此次補償是 Curve Finance 在 7 月遭受 6,200 萬美元攻擊後恢復戰略的一個組成部分。為了恢復流動性提供者的信任和資產，該協議最近進行了投票，以替換 4,920 萬美元（約 799,644,000,0001 印尼盾）的損失資產。該提案得到了 94% 的 Curve DAO (CRV) 代幣持有者的壓倒性支持，涵蓋了 JPEGd (JPEG)、Alchemix (ALCX) 和 Metronome (MET) 等各個礦池產生的損失。

Replacement Plan Details

更換計劃詳情

The replacement plan outlines the utilization of CRV tokens from community funds, coupled with the inclusion of tokens successfully recovered since the incident. Consequently, the final distribution will entail the disbursement of 55,544,782.73 CRV, with the computed amount of Ethereum (ETH) and CRV to be retrieved being 5,919.2226 ETH and 34,733,171.51 CRV, respectively.

替換計劃概述了社區資金中 CRV 代幣的使用，以及事件發生後成功恢復的代幣。因此，最終分配將需要支付 55,544,782.73 CRV，計算得出的以太坊 (ETH) 和要收回的 CRV 數量分別為 5,919.2226 ETH 和 34,733,171.51 CRV。

Technical Details of Vulnerability

漏洞的技術細節

As reported by Cryptonews, the vulnerability exploited by the perpetrators specifically targeted the liquidity pool mechanism designed to maintain stability.

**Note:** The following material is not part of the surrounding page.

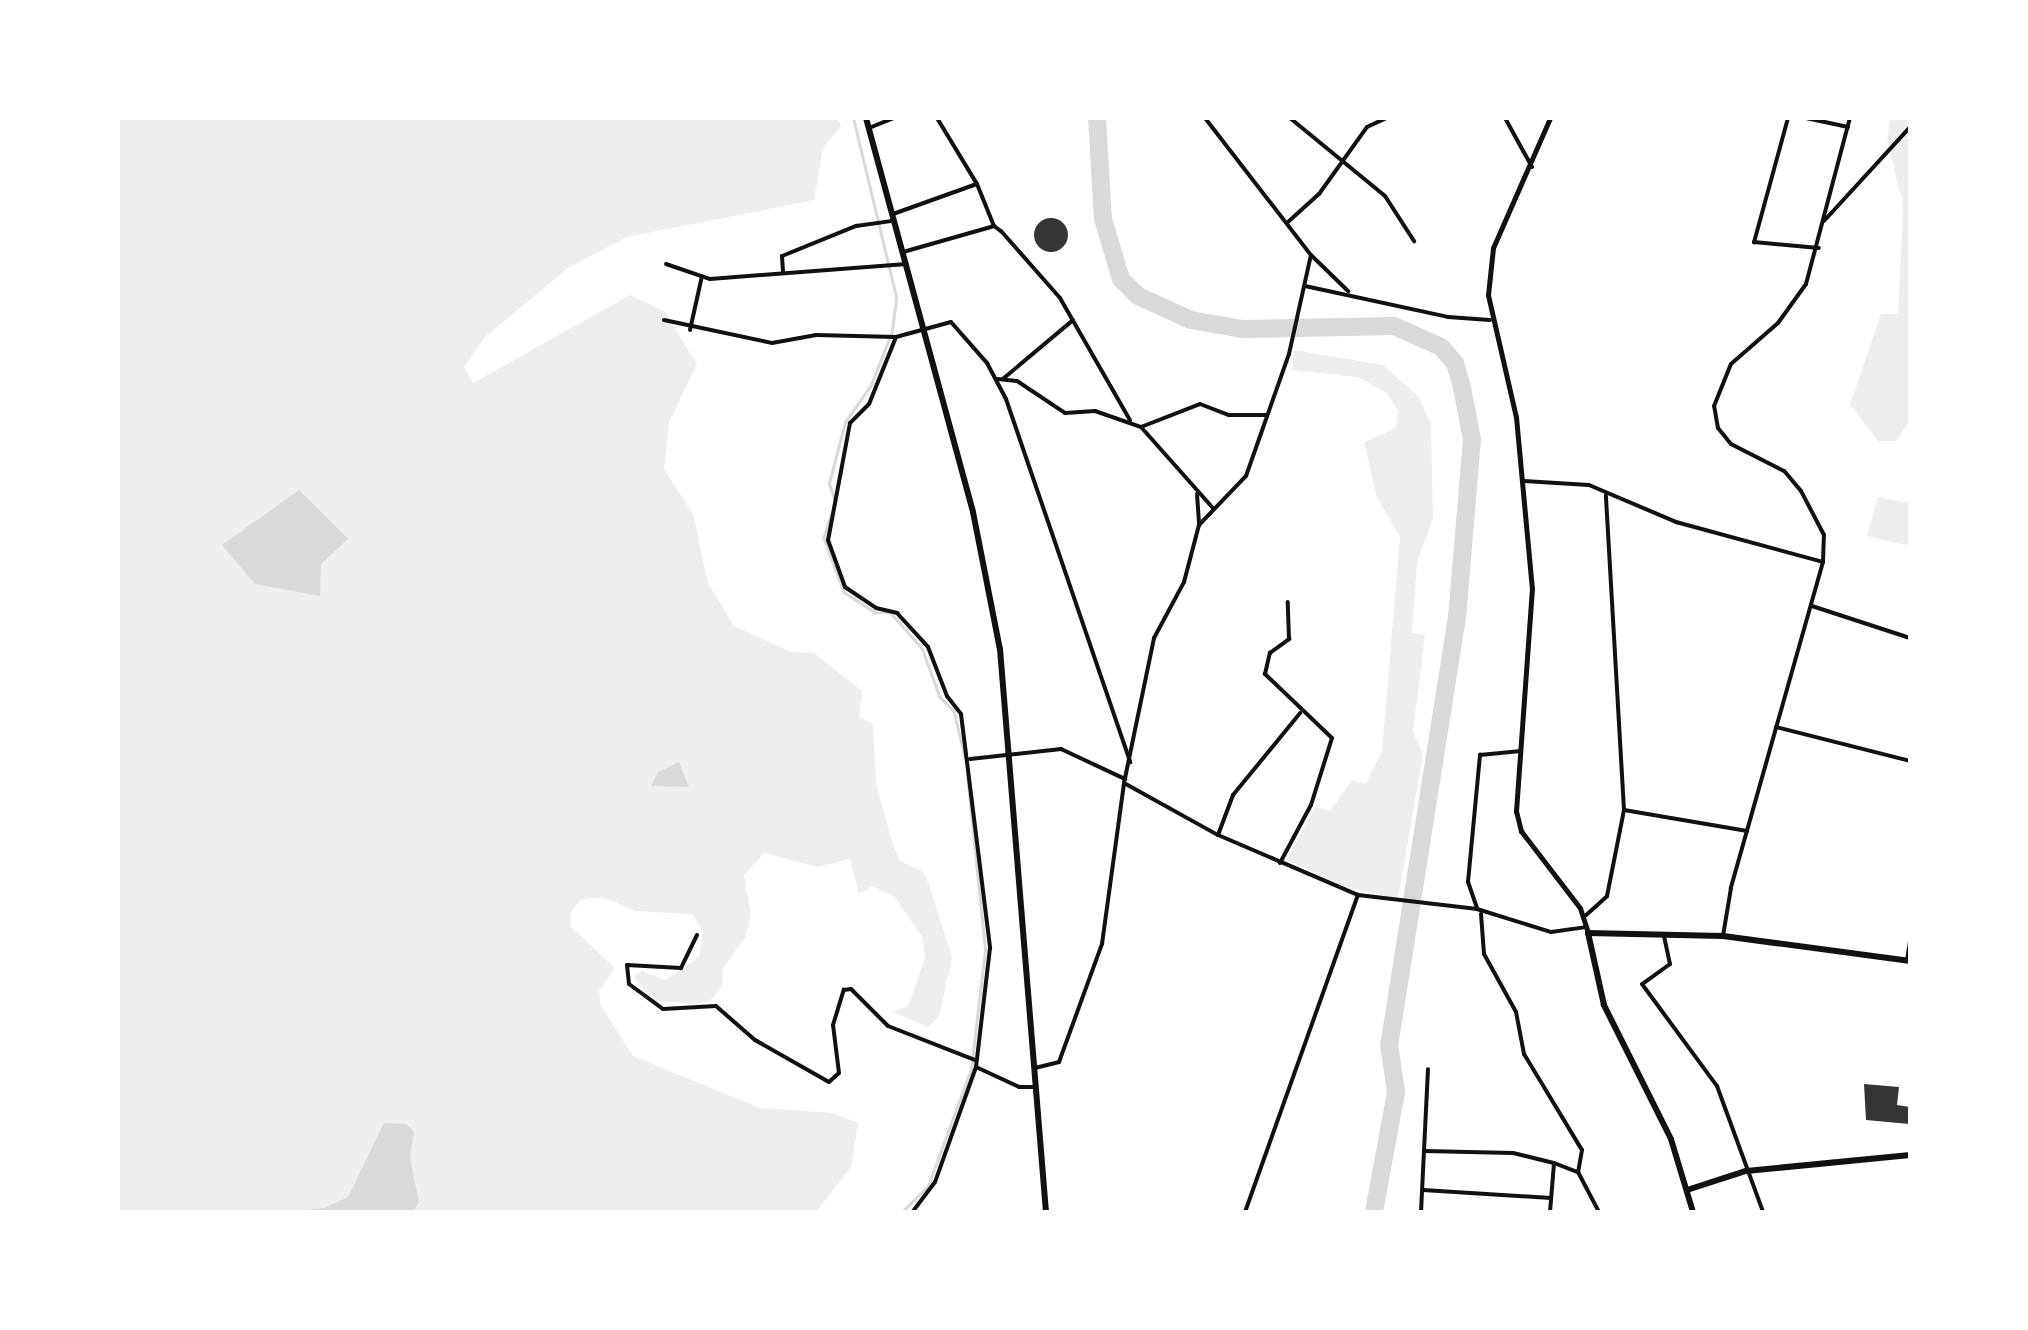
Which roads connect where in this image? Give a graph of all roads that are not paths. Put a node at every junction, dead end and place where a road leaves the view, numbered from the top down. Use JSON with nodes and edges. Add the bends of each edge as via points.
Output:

The vulnerability was found to be present in specific versions of the Vyper programming language (0.2.15, 0.2.16, and 0.3.0), enabling unauthorized withdrawal of funds through reentrancy attacks.

根據 Cryptonews 報告，攻擊者利用的漏洞專門針對旨在維持穩定的流動性池機制。該漏洞被發現存在於特定版本的 Vyper 程式語言（0.2.15、0.2.16 和 0.3.0）中，可透過重入攻擊實現未經授權的資金提取。

Conclusion

結論

The discovery of this vulnerability and the subsequent reward to the responsible researcher underscore the criticality of cybersecurity measures in the burgeoning DeFi ecosystem. Curve Finance's commitment to responsible hacking ethics and proactive incident response serves as a testament to the importance of collaboration between security researchers and organizations in safeguarding the interests of users and maintaining the integrity of decentralized finance platforms.

該漏洞的發現以及隨後對負責研究人員的獎勵強調了網路安全措施在新興 DeFi 生態系統中的重要性。 Curve Finance 對負責任的駭客道德和主動事件回應的承諾證明了安全研究人員和組織之間合作在維護使用者利益和維護去中心化金融平台完整性方面的重要性。